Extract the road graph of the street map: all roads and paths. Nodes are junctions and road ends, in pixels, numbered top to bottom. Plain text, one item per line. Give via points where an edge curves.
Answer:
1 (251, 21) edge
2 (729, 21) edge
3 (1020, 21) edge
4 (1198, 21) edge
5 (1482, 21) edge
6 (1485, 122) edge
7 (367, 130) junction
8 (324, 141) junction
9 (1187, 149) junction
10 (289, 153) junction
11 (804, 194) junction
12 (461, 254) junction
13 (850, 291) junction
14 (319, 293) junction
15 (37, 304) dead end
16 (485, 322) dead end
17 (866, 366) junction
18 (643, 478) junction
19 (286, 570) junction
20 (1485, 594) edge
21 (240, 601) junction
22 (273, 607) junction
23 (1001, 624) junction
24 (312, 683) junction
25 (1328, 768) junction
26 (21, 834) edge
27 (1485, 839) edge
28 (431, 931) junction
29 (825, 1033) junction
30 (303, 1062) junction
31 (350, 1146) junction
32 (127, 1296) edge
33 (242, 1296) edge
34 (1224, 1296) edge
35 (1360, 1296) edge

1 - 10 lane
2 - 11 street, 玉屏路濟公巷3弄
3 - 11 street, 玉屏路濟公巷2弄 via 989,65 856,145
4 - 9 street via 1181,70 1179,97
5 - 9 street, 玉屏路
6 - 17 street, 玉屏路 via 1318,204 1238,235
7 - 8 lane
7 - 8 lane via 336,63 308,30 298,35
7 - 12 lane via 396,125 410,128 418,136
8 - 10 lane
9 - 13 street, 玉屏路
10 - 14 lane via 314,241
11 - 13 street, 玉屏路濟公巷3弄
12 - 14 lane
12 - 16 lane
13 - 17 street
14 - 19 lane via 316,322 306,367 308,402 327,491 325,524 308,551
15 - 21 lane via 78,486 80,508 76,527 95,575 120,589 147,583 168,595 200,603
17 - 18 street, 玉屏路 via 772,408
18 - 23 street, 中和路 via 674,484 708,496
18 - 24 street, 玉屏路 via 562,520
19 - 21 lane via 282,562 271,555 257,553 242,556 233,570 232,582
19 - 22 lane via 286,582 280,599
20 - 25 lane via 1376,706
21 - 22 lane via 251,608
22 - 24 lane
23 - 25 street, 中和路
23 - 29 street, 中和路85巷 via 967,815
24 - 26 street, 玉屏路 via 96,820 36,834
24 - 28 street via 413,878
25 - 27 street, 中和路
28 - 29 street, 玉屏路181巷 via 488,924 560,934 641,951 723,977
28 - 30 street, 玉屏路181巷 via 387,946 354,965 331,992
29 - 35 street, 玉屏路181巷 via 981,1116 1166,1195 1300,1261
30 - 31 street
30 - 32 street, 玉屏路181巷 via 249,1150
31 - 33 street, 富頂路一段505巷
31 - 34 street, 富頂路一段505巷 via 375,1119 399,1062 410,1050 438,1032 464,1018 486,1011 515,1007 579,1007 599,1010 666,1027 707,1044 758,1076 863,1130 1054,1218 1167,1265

** What this task involves **
All the records above need to be restated exactly, line by line.

** Problem solution **
Extract the road graph of the street map: all roads and paths. Nodes are junctions and road ends, in pixels, numbered top to bottom. Plain text, one item per line. Give via points where an edge curves.
Answer:
1 (251, 21) edge
2 (729, 21) edge
3 (1020, 21) edge
4 (1198, 21) edge
5 (1482, 21) edge
6 (1485, 122) edge
7 (367, 130) junction
8 (324, 141) junction
9 (1187, 149) junction
10 (289, 153) junction
11 (804, 194) junction
12 (461, 254) junction
13 (850, 291) junction
14 (319, 293) junction
15 (37, 304) dead end
16 (485, 322) dead end
17 (866, 366) junction
18 (643, 478) junction
19 (286, 570) junction
20 (1485, 594) edge
21 (240, 601) junction
22 (273, 607) junction
23 (1001, 624) junction
24 (312, 683) junction
25 (1328, 768) junction
26 (21, 834) edge
27 (1485, 839) edge
28 (431, 931) junction
29 (825, 1033) junction
30 (303, 1062) junction
31 (350, 1146) junction
32 (127, 1296) edge
33 (242, 1296) edge
34 (1224, 1296) edge
35 (1360, 1296) edge

1 - 10 lane
2 - 11 street, 玉屏路濟公巷3弄
3 - 11 street, 玉屏路濟公巷2弄 via 989,65 856,145
4 - 9 street via 1181,70 1179,97
5 - 9 street, 玉屏路
6 - 17 street, 玉屏路 via 1318,204 1238,235
7 - 8 lane
7 - 8 lane via 336,63 308,30 298,35
7 - 12 lane via 396,125 410,128 418,136
8 - 10 lane
9 - 13 street, 玉屏路
10 - 14 lane via 314,241
11 - 13 street, 玉屏路濟公巷3弄
12 - 14 lane
12 - 16 lane
13 - 17 street
14 - 19 lane via 316,322 306,367 308,402 327,491 325,524 308,551
15 - 21 lane via 78,486 80,508 76,527 95,575 120,589 147,583 168,595 200,603
17 - 18 street, 玉屏路 via 772,408
18 - 23 street, 中和路 via 674,484 708,496
18 - 24 street, 玉屏路 via 562,520
19 - 21 lane via 282,562 271,555 257,553 242,556 233,570 232,582
19 - 22 lane via 286,582 280,599
20 - 25 lane via 1376,706
21 - 22 lane via 251,608
22 - 24 lane
23 - 25 street, 中和路
23 - 29 street, 中和路85巷 via 967,815
24 - 26 street, 玉屏路 via 96,820 36,834
24 - 28 street via 413,878
25 - 27 street, 中和路
28 - 29 street, 玉屏路181巷 via 488,924 560,934 641,951 723,977
28 - 30 street, 玉屏路181巷 via 387,946 354,965 331,992
29 - 35 street, 玉屏路181巷 via 981,1116 1166,1195 1300,1261
30 - 31 street
30 - 32 street, 玉屏路181巷 via 249,1150
31 - 33 street, 富頂路一段505巷
31 - 34 street, 富頂路一段505巷 via 375,1119 399,1062 410,1050 438,1032 464,1018 486,1011 515,1007 579,1007 599,1010 666,1027 707,1044 758,1076 863,1130 1054,1218 1167,1265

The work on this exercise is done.